- DATA TO USE -
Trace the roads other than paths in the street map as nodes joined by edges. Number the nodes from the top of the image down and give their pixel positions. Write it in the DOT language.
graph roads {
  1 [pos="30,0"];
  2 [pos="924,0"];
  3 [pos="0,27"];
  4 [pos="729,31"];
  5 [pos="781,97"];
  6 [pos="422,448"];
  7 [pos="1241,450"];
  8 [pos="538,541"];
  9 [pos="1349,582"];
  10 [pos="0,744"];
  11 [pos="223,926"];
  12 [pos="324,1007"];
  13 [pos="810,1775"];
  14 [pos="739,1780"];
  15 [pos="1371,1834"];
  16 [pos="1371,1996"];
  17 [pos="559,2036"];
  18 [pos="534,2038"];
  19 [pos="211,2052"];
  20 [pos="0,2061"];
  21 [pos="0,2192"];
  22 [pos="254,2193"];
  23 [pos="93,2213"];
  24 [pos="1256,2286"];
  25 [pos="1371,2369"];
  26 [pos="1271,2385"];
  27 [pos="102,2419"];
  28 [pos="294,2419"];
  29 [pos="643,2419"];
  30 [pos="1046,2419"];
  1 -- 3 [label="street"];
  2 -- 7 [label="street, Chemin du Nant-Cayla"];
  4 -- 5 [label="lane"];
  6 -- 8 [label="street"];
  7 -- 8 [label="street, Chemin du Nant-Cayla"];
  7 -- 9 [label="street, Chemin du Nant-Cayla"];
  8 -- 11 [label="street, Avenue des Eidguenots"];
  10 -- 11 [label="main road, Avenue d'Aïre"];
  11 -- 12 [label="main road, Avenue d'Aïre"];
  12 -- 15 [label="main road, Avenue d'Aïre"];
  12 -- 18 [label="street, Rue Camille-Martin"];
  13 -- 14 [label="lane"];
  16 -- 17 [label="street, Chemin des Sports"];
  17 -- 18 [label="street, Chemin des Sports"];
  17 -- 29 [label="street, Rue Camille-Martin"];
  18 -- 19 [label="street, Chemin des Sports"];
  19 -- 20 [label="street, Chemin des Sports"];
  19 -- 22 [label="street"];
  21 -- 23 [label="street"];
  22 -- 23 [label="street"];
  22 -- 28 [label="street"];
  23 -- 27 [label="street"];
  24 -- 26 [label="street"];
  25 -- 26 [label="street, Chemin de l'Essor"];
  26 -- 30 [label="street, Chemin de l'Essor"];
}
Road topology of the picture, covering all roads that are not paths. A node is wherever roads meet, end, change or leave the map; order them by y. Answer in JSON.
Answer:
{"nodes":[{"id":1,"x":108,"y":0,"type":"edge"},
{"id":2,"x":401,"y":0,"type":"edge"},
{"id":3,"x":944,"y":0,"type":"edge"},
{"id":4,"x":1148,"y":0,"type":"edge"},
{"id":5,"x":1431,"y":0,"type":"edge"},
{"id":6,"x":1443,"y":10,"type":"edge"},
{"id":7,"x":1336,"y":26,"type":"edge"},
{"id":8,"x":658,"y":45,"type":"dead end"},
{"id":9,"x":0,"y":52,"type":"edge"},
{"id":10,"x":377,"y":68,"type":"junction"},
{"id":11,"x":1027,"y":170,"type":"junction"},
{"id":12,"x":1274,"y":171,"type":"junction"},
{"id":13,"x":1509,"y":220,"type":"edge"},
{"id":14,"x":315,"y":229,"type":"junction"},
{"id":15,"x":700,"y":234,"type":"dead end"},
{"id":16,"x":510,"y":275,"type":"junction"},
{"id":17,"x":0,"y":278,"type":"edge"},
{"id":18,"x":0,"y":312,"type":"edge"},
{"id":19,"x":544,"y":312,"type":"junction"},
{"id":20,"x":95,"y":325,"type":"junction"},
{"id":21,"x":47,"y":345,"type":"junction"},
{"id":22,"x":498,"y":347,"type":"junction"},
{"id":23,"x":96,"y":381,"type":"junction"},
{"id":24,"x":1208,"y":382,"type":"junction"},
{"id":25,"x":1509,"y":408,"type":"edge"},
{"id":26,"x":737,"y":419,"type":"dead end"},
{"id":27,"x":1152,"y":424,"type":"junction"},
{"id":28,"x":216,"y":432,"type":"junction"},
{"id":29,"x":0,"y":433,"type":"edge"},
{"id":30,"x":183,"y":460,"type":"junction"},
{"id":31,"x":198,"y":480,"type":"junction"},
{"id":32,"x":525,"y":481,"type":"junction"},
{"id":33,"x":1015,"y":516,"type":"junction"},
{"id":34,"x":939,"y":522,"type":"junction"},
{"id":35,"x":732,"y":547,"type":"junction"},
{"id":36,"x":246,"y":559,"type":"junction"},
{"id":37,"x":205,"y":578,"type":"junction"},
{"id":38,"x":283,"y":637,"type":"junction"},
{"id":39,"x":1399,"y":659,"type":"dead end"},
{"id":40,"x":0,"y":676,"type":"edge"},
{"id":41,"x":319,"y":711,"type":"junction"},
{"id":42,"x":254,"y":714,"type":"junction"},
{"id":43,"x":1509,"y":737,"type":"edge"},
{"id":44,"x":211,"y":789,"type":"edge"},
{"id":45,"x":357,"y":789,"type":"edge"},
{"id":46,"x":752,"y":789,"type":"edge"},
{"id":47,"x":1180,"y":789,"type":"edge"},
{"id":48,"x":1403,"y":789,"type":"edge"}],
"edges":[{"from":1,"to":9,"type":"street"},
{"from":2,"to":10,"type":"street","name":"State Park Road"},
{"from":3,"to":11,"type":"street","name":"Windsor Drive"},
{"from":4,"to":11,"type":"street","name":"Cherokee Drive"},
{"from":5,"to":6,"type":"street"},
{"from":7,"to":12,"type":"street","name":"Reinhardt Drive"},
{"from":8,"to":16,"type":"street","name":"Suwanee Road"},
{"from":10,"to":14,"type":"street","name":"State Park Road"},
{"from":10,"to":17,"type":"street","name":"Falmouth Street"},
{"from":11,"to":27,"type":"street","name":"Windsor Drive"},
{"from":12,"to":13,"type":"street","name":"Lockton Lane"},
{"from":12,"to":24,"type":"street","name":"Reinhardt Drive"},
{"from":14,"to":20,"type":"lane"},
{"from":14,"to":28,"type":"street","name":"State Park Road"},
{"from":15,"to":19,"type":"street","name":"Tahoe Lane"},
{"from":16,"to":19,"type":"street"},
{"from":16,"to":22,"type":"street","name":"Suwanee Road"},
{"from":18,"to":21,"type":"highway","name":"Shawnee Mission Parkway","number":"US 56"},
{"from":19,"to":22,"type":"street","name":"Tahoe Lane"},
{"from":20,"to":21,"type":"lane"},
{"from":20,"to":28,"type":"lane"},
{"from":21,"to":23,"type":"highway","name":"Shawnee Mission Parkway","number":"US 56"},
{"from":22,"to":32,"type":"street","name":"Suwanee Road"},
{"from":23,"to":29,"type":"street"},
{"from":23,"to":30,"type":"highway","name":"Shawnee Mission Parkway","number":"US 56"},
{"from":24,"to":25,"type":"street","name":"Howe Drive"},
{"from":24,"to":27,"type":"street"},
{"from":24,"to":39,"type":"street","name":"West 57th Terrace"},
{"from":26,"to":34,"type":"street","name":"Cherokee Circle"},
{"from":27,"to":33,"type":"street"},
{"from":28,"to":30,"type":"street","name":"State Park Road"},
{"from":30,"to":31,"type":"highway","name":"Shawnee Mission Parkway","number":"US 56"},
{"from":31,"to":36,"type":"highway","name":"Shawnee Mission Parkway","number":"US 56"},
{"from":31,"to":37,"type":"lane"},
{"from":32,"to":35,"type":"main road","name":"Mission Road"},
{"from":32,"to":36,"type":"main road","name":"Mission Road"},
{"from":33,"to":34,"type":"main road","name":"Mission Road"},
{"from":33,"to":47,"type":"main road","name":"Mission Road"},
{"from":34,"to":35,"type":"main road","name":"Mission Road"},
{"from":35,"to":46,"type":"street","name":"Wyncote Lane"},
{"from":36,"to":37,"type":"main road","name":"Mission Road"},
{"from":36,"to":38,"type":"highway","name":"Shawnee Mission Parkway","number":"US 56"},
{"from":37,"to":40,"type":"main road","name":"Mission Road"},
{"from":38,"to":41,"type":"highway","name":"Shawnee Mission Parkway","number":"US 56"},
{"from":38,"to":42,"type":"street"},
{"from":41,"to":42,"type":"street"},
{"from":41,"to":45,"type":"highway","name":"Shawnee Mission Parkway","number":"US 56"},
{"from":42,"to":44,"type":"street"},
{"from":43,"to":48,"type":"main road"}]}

- EXERCISE -
Scan the listing for the string "Answer", then copy every line where it appears.

- SOLUTION TO THIS TASK -
Road topology of the picture, covering all roads that are not paths. A node is wherever roads meet, end, change or leave the map; order them by y. Answer in JSON.
Answer:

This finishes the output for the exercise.